Start of Block

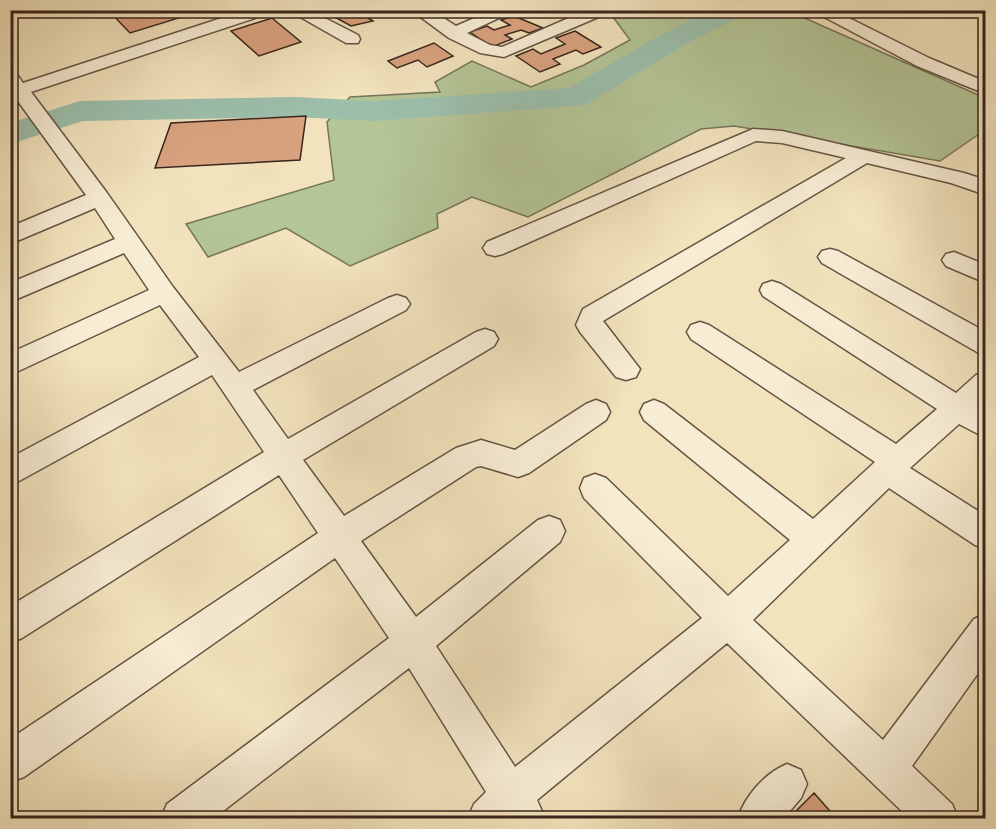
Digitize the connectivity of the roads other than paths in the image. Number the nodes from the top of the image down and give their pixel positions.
1 (264, 10) edge
2 (296, 10) edge
3 (419, 10) edge
4 (602, 10) edge
5 (819, 10) edge
6 (856, 10) edge
7 (512, 12) edge
8 (540, 21) dead end
9 (560, 28) junction
10 (455, 32) junction
11 (905, 34) dead end
12 (352, 39) dead end
13 (935, 49) dead end
14 (986, 73) edge
15 (986, 89) edge
16 (17, 91) edge
17 (866, 156) junction
18 (986, 188) edge
19 (99, 198) junction
20 (10, 236) edge
21 (128, 242) junction
22 (495, 248) dead end
23 (830, 257) dead end
24 (954, 260) dead end
25 (986, 275) edge
26 (772, 290) dead end
27 (10, 293) edge
28 (164, 293) junction
29 (397, 304) dead end
30 (700, 332) dead end
31 (485, 339) dead end
32 (986, 345) edge
33 (216, 360) junction
34 (10, 365) edge
35 (626, 369) dead end
36 (986, 383) edge
37 (234, 387) junction
38 (957, 408) junction
39 (596, 411) dead end
40 (654, 412) dead end
41 (986, 426) edge
42 (282, 457) junction
43 (892, 466) junction
44 (10, 473) edge
45 (595, 488) dead end
46 (549, 531) dead end
47 (986, 534) edge
48 (339, 537) junction
49 (814, 539) junction
50 (728, 620) junction
51 (10, 626) edge
52 (986, 631) edge
53 (413, 642) junction
54 (10, 763) edge
55 (886, 769) junction
56 (787, 784) dead end
57 (508, 811) edge
58 (181, 819) edge
59 (758, 819) edge
60 (938, 819) edge

1 - 16 street
2 - 12 street
3 - 10 street
4 - 9 street
5 - 15 street
6 - 11 street
7 - 10 street
8 - 9 street
9 - 10 street
13 - 14 street
16 - 19 street
17 - 18 street
17 - 22 street
17 - 35 street
19 - 20 street
19 - 21 street
21 - 27 street
21 - 28 street
23 - 32 street
24 - 25 street
26 - 38 street
28 - 33 street
28 - 34 street
29 - 37 street
30 - 43 street
31 - 42 street
33 - 37 street
33 - 44 street
36 - 38 street
37 - 42 street
38 - 41 street
38 - 43 street
39 - 48 street
40 - 49 street
42 - 48 street
42 - 51 street
43 - 47 street
43 - 49 street
45 - 50 street
46 - 53 street
48 - 53 street
48 - 54 street
49 - 50 street
50 - 55 street
50 - 57 street
52 - 55 street
53 - 57 street
53 - 58 street
55 - 60 street
56 - 59 street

End of Block

__PROBLEM DESCRIPTION__
The whole of the data above needs retyping exactly, with pictures omitted.

__RESPONSE__
Digitize the connectivity of the roads other than paths in the image. Number the nodes from the top of the image down and give their pixel positions.
1 (264, 10) edge
2 (296, 10) edge
3 (419, 10) edge
4 (602, 10) edge
5 (819, 10) edge
6 (856, 10) edge
7 (512, 12) edge
8 (540, 21) dead end
9 (560, 28) junction
10 (455, 32) junction
11 (905, 34) dead end
12 (352, 39) dead end
13 (935, 49) dead end
14 (986, 73) edge
15 (986, 89) edge
16 (17, 91) edge
17 (866, 156) junction
18 (986, 188) edge
19 (99, 198) junction
20 (10, 236) edge
21 (128, 242) junction
22 (495, 248) dead end
23 (830, 257) dead end
24 (954, 260) dead end
25 (986, 275) edge
26 (772, 290) dead end
27 (10, 293) edge
28 (164, 293) junction
29 (397, 304) dead end
30 (700, 332) dead end
31 (485, 339) dead end
32 (986, 345) edge
33 (216, 360) junction
34 (10, 365) edge
35 (626, 369) dead end
36 (986, 383) edge
37 (234, 387) junction
38 (957, 408) junction
39 (596, 411) dead end
40 (654, 412) dead end
41 (986, 426) edge
42 (282, 457) junction
43 (892, 466) junction
44 (10, 473) edge
45 (595, 488) dead end
46 (549, 531) dead end
47 (986, 534) edge
48 (339, 537) junction
49 (814, 539) junction
50 (728, 620) junction
51 (10, 626) edge
52 (986, 631) edge
53 (413, 642) junction
54 (10, 763) edge
55 (886, 769) junction
56 (787, 784) dead end
57 (508, 811) edge
58 (181, 819) edge
59 (758, 819) edge
60 (938, 819) edge

1 - 16 street
2 - 12 street
3 - 10 street
4 - 9 street
5 - 15 street
6 - 11 street
7 - 10 street
8 - 9 street
9 - 10 street
13 - 14 street
16 - 19 street
17 - 18 street
17 - 22 street
17 - 35 street
19 - 20 street
19 - 21 street
21 - 27 street
21 - 28 street
23 - 32 street
24 - 25 street
26 - 38 street
28 - 33 street
28 - 34 street
29 - 37 street
30 - 43 street
31 - 42 street
33 - 37 street
33 - 44 street
36 - 38 street
37 - 42 street
38 - 41 street
38 - 43 street
39 - 48 street
40 - 49 street
42 - 48 street
42 - 51 street
43 - 47 street
43 - 49 street
45 - 50 street
46 - 53 street
48 - 53 street
48 - 54 street
49 - 50 street
50 - 55 street
50 - 57 street
52 - 55 street
53 - 57 street
53 - 58 street
55 - 60 street
56 - 59 street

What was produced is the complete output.